Primeiro o Ministro Temporão, com todo seu charme, anunciava no programa Roda Viva, que queria promover um amplo debate sobre o aborto. Rapidinho da proposta de debate o Ministro afirmava necessária a prática do aborto como saúde pública. De algo a se discutir ainda – o aborto - já se passa a discutir, debater pois, sob o aspecto da saúde pública (não vale discutir sob outros pontos que não interessem à causa!). Bem, depois o Ministro foi se revelando.
Mas eu falei da discussão sobre aborto, assunto que me interessa bastante, para falar na verdade do projeto de censura prévia que eufemisticamente é chamado de classificação indicativa. O debate foi no Roda Viva, de novo. De novo, pretendem com classificação indicativa uma política pública (Reinaldo Azevedo falou bastante do assunto, vejam lá).
O que me chamou atenção, nos dois casos, é que se discutem coisas indiscutíveis sob os pontos de vista reduzidos que se pretende discutir. Explico-me: se se aceita discutir o aborto ou a classificação indicativa em torno do quesito política pública tão somente, então é porque não há mais dúvidas sobre tudo o que vem antes desta conclusão, toda a sustentação já está aceita a priori, faltando alguns pormenores para se colocar em prática. Isso sem falar nas pegadinhas sentimentalistas de que “é para proteger a mulher” ou “proteger as criancinhas”. Entrar nesse tipo de discussão desonesta é fazer o jogo sujo do adversário.
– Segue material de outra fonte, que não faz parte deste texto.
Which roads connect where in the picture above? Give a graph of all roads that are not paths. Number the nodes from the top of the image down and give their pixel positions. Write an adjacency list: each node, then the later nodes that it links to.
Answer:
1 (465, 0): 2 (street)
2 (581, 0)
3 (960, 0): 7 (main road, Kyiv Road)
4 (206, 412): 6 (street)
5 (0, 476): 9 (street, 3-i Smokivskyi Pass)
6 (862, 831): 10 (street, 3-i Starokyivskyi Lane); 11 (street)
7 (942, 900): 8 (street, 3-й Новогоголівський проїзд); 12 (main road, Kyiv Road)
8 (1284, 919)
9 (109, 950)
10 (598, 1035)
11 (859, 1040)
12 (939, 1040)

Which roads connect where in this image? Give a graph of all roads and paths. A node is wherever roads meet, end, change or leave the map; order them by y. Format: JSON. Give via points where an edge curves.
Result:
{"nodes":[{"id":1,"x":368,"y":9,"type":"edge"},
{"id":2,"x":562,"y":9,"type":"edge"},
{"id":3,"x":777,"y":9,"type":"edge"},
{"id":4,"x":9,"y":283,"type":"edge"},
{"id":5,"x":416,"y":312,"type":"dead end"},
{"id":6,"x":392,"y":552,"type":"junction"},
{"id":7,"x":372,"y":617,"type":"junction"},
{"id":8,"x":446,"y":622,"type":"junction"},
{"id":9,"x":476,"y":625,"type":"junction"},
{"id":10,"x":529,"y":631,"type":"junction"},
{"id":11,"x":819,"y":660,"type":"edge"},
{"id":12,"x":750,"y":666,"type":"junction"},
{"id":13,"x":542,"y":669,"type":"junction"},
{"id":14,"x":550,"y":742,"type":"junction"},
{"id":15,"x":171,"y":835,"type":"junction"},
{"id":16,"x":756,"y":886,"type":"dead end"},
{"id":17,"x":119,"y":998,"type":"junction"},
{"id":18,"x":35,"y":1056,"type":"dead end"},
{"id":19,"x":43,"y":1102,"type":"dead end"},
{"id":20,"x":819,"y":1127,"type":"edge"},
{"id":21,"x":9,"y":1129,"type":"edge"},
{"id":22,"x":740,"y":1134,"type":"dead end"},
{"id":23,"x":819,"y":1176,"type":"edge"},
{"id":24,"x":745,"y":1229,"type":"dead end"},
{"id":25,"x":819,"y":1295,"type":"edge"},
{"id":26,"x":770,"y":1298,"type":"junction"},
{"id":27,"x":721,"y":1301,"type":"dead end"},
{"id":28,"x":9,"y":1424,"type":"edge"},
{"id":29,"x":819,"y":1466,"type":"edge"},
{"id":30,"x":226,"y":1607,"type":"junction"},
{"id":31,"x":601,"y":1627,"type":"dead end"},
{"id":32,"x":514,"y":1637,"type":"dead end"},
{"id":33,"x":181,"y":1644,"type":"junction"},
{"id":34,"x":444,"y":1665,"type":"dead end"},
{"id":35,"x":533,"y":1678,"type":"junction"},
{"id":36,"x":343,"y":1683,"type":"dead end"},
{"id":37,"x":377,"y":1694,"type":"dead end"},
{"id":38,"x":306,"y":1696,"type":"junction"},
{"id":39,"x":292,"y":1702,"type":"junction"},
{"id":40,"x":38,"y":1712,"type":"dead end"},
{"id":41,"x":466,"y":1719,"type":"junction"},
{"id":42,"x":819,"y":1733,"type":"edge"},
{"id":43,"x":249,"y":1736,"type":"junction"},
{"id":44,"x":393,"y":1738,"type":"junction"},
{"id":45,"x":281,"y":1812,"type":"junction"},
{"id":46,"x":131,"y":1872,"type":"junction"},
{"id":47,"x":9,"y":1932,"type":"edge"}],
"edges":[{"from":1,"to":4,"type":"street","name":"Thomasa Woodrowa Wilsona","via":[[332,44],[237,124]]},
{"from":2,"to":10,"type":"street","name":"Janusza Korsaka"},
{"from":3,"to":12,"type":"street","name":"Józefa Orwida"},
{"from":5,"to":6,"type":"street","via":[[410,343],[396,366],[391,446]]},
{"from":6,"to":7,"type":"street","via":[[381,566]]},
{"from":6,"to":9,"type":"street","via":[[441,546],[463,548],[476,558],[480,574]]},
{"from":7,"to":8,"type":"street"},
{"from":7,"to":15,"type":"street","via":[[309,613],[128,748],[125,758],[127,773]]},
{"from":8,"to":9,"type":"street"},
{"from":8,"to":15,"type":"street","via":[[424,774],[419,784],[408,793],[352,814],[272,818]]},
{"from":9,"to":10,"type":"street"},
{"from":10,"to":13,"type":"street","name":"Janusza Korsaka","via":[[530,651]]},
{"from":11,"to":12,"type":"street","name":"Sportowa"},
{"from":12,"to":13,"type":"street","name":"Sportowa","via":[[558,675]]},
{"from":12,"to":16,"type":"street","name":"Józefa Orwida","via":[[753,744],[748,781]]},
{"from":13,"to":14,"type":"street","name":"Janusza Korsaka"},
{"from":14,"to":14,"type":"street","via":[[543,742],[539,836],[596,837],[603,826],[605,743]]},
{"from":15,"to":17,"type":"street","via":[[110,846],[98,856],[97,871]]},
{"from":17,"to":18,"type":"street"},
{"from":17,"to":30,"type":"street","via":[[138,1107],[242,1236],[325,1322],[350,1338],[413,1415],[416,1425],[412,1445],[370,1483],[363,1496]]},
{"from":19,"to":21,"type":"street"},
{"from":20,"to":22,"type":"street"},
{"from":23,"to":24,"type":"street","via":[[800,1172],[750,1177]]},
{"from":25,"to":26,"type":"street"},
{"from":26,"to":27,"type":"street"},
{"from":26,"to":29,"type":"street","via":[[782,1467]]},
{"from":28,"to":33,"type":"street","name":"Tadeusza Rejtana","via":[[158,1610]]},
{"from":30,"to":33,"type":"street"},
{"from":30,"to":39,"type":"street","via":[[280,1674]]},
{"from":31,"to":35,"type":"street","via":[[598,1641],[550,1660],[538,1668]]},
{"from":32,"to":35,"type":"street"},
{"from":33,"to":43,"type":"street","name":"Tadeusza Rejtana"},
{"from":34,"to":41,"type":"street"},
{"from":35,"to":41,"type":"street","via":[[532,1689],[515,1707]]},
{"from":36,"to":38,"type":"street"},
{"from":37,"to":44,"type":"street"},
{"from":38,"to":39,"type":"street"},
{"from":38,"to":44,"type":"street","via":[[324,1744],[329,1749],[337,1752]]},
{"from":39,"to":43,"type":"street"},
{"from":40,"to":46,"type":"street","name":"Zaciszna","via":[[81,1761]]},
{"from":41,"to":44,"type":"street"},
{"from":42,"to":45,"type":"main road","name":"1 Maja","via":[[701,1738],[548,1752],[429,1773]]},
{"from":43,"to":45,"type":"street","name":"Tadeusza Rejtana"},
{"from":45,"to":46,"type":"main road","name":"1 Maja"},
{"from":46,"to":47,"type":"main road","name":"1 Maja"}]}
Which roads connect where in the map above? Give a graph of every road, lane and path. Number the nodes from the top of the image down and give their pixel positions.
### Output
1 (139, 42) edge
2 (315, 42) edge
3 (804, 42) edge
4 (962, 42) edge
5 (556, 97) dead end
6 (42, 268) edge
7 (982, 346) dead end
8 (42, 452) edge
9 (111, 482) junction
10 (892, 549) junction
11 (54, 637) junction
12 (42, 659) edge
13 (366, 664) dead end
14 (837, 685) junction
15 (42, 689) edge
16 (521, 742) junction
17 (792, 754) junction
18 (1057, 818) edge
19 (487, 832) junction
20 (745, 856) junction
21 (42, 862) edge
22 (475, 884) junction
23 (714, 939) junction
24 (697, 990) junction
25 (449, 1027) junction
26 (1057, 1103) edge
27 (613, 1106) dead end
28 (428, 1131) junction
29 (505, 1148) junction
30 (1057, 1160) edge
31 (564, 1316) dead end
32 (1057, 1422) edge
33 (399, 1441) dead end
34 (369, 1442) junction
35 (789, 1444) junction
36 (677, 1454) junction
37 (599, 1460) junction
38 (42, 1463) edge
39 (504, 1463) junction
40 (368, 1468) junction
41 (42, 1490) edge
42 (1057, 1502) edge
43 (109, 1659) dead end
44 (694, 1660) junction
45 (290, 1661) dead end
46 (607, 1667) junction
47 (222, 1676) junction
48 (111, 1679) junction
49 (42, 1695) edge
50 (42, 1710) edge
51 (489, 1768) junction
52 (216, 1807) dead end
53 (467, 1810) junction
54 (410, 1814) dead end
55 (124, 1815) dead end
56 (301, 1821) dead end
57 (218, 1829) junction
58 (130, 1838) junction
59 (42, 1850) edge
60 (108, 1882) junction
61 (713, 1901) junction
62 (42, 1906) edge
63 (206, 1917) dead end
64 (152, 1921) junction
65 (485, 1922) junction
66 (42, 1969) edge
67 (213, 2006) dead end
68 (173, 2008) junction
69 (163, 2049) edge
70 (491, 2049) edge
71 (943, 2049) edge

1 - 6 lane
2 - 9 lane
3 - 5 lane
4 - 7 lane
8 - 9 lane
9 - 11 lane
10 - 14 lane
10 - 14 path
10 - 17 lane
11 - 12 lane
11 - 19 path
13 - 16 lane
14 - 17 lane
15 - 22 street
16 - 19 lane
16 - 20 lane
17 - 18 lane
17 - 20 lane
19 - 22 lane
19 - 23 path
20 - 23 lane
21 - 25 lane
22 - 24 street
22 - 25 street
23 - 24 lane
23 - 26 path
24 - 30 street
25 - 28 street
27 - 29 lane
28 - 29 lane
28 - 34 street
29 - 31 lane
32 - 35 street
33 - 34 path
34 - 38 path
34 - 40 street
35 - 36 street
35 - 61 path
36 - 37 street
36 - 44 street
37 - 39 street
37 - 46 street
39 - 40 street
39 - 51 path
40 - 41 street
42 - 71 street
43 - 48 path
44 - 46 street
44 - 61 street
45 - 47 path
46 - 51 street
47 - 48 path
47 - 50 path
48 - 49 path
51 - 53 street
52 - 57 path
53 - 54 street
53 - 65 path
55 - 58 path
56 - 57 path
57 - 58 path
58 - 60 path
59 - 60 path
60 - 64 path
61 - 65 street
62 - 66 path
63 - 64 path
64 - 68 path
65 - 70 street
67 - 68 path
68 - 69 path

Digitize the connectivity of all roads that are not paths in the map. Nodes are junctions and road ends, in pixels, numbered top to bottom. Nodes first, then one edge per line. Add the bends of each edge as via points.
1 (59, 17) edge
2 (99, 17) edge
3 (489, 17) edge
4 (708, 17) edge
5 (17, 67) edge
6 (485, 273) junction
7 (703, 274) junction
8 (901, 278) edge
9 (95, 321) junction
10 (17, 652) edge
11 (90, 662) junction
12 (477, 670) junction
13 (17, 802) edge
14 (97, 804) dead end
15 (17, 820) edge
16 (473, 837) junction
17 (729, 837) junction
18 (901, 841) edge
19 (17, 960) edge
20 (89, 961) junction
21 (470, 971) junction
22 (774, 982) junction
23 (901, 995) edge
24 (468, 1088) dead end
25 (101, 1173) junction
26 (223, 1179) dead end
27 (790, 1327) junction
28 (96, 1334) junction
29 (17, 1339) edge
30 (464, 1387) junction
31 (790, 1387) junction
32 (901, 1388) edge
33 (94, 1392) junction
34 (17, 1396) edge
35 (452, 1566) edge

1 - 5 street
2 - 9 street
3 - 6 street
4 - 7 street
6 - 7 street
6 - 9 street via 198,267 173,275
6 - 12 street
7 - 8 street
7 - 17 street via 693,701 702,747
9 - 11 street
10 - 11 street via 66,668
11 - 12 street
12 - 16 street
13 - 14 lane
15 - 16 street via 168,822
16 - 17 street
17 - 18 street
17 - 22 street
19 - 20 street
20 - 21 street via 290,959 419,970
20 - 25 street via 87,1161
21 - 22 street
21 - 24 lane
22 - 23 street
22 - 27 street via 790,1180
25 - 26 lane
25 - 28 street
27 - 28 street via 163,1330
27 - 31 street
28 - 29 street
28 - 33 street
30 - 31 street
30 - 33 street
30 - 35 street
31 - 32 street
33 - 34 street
No Roda Viva de segunda passada, Demétrio Magnoli tentou dizer que não discutiria a classificação indicativa naqueles termos [não foi bem assim que ele disse, não me recordo] e o comportamento foi taxado de antidemocrático, afinal aquilo ali era um debate democrático e tal, a discussão pegou fogo (ah, não vale falar exaltado, tem que falar mansinho, miudinho) e Paulo Markun aplacou os ânimos e passou um pito.
Por esse entendimento de debate democrático, Deus teria que discutir com satã. Discutir não, debater de igual para igual. Basta que os dois lados estejam representados em mesmo número de debatentes (um neologismo, não sei se já existe) e as regras sejam iguais para os lados. Pronto. Em muitos casos, como do aborto e da censura, isso é mais uma discussão desonesta que qualquer outra coisa. Recuse-se a discutir, pronto, gritaria geral e dedos apontados para tua cara “antidemocrático, antidemocrático”, ou em outros casos “carola, fundamentalista” e coisa pior (pior mesmo? Ser carola é pior que ser abortista?). Daí a tentar se explicar que não se é carola (ou discutir o que se entende por), que não se é fundamentalista, a discussão foi por água abaixo.
Então, com isso eu não disse necessariamente que é para fugir da discussão, mas não fazer o joguinho sujo do outro com quem se discute. Se é para entrar no debate, então que se discuta, que se combata o bom combate. Até rimou.